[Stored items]
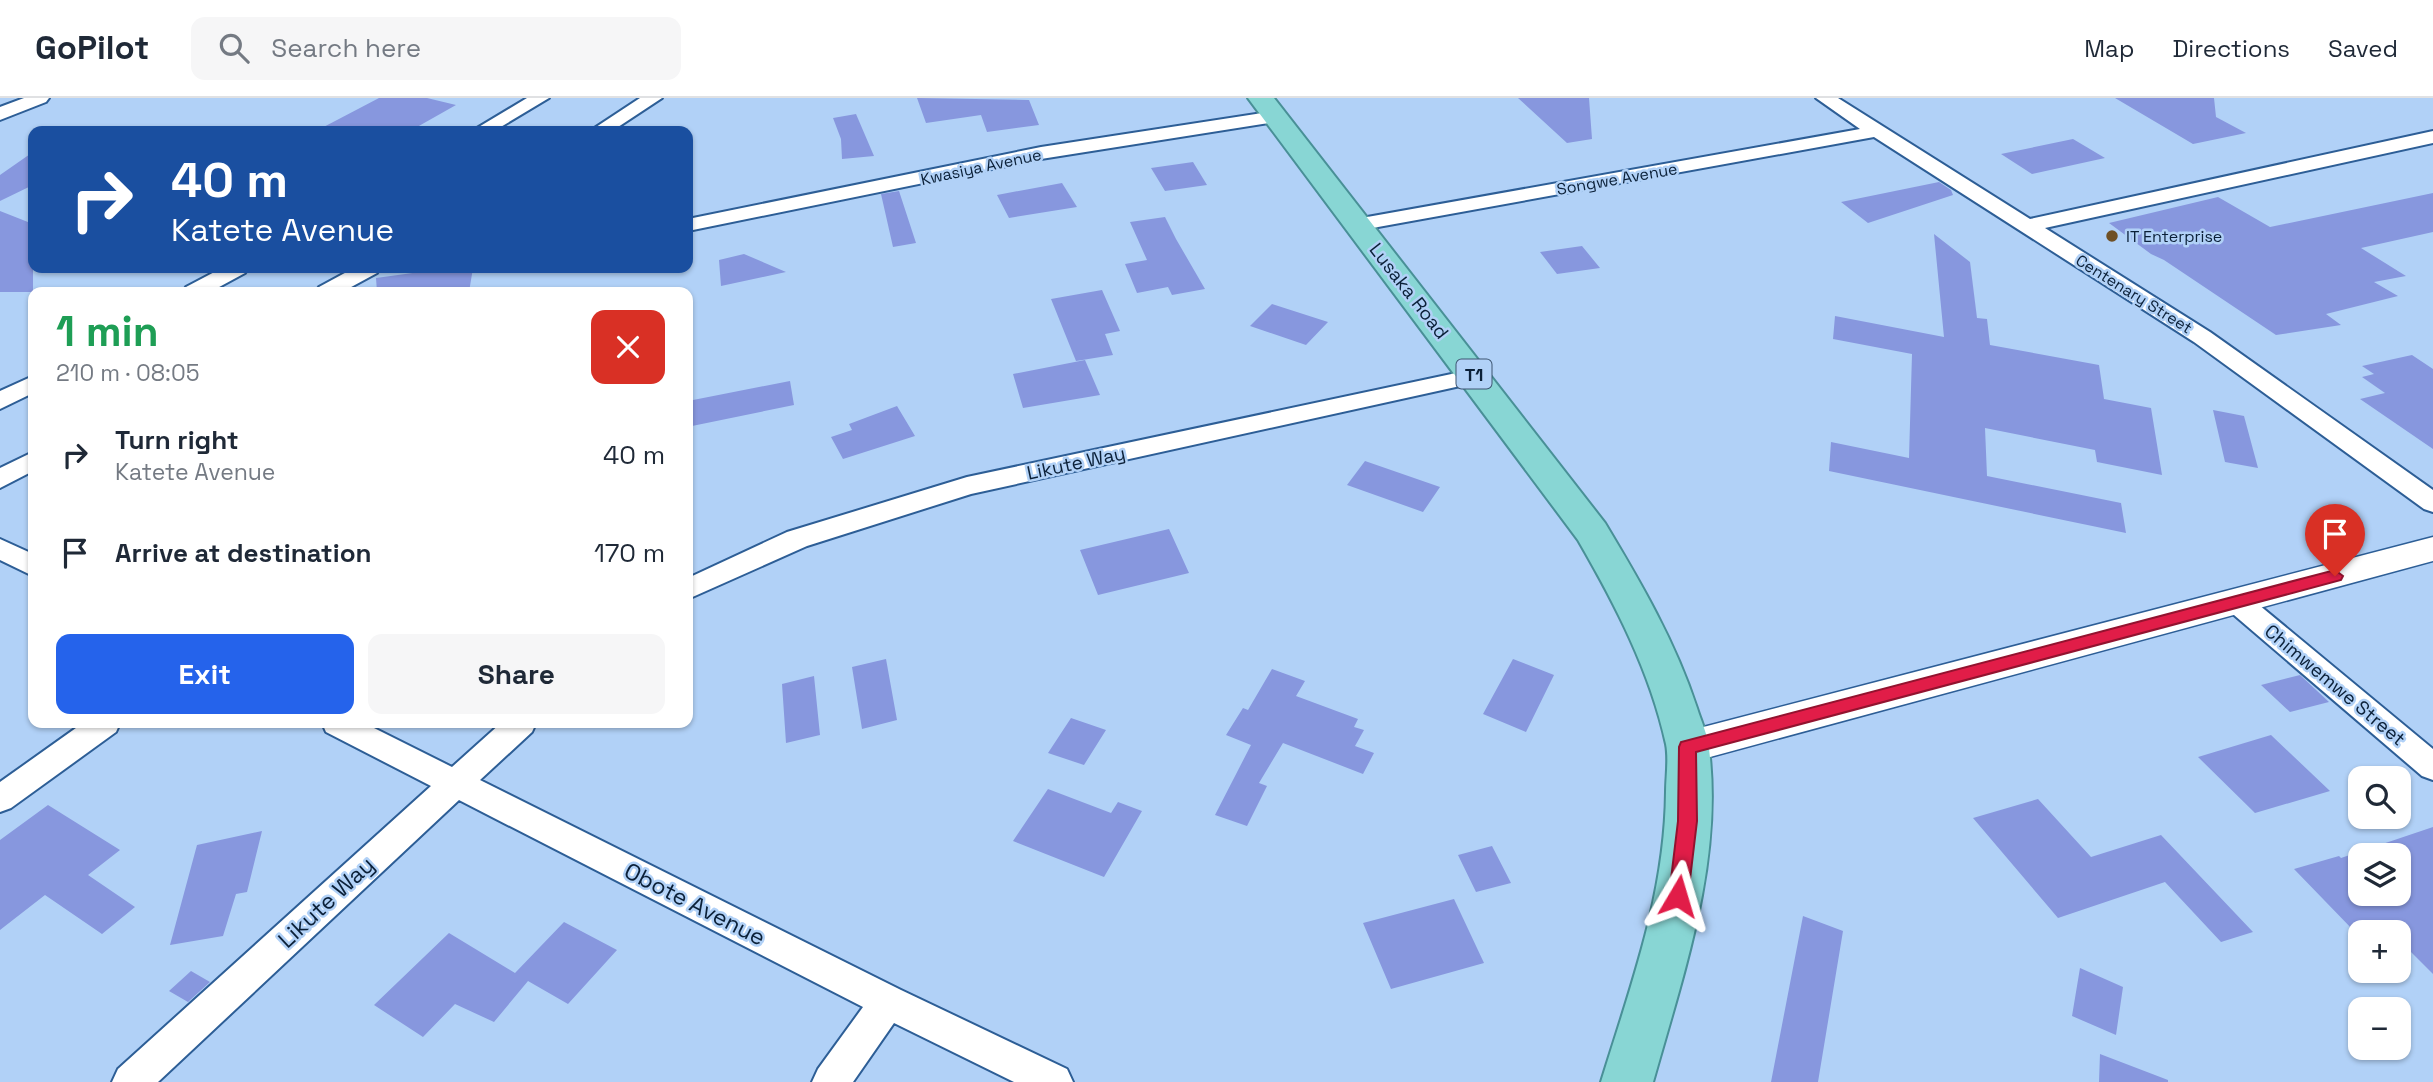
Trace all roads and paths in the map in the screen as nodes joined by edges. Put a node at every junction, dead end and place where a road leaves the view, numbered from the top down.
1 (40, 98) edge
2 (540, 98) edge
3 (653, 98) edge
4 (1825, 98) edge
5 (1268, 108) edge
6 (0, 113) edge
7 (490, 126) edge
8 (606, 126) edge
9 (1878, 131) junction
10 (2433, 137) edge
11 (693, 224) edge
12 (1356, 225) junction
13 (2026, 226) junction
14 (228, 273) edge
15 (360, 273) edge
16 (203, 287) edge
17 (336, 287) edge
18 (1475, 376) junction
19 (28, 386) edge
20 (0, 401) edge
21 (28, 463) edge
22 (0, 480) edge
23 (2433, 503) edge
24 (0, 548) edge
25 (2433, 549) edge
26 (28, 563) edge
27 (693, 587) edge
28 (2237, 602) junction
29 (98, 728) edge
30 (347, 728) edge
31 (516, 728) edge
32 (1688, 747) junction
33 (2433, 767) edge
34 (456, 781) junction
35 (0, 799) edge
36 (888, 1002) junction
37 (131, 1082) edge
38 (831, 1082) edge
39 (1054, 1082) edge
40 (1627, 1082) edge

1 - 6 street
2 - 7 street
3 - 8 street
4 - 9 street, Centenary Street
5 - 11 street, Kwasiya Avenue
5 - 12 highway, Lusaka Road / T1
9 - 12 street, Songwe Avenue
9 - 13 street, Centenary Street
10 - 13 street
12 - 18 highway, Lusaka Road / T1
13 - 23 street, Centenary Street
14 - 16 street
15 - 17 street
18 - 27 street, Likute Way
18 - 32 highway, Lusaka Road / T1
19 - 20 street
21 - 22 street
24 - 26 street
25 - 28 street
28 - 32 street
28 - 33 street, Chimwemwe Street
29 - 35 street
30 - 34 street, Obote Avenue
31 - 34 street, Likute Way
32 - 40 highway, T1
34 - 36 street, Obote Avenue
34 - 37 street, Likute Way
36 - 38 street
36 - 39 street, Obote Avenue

_ASSIGNMENT_
An exact reproduction of the data is needed, with no pictures included.

_REPLY_
Trace all roads and paths in the map in the screen as nodes joined by edges. Put a node at every junction, dead end and place where a road leaves the view, numbered from the top down.
1 (40, 98) edge
2 (540, 98) edge
3 (653, 98) edge
4 (1825, 98) edge
5 (1268, 108) edge
6 (0, 113) edge
7 (490, 126) edge
8 (606, 126) edge
9 (1878, 131) junction
10 (2433, 137) edge
11 (693, 224) edge
12 (1356, 225) junction
13 (2026, 226) junction
14 (228, 273) edge
15 (360, 273) edge
16 (203, 287) edge
17 (336, 287) edge
18 (1475, 376) junction
19 (28, 386) edge
20 (0, 401) edge
21 (28, 463) edge
22 (0, 480) edge
23 (2433, 503) edge
24 (0, 548) edge
25 (2433, 549) edge
26 (28, 563) edge
27 (693, 587) edge
28 (2237, 602) junction
29 (98, 728) edge
30 (347, 728) edge
31 (516, 728) edge
32 (1688, 747) junction
33 (2433, 767) edge
34 (456, 781) junction
35 (0, 799) edge
36 (888, 1002) junction
37 (131, 1082) edge
38 (831, 1082) edge
39 (1054, 1082) edge
40 (1627, 1082) edge

1 - 6 street
2 - 7 street
3 - 8 street
4 - 9 street, Centenary Street
5 - 11 street, Kwasiya Avenue
5 - 12 highway, Lusaka Road / T1
9 - 12 street, Songwe Avenue
9 - 13 street, Centenary Street
10 - 13 street
12 - 18 highway, Lusaka Road / T1
13 - 23 street, Centenary Street
14 - 16 street
15 - 17 street
18 - 27 street, Likute Way
18 - 32 highway, Lusaka Road / T1
19 - 20 street
21 - 22 street
24 - 26 street
25 - 28 street
28 - 32 street
28 - 33 street, Chimwemwe Street
29 - 35 street
30 - 34 street, Obote Avenue
31 - 34 street, Likute Way
32 - 40 highway, T1
34 - 36 street, Obote Avenue
34 - 37 street, Likute Way
36 - 38 street
36 - 39 street, Obote Avenue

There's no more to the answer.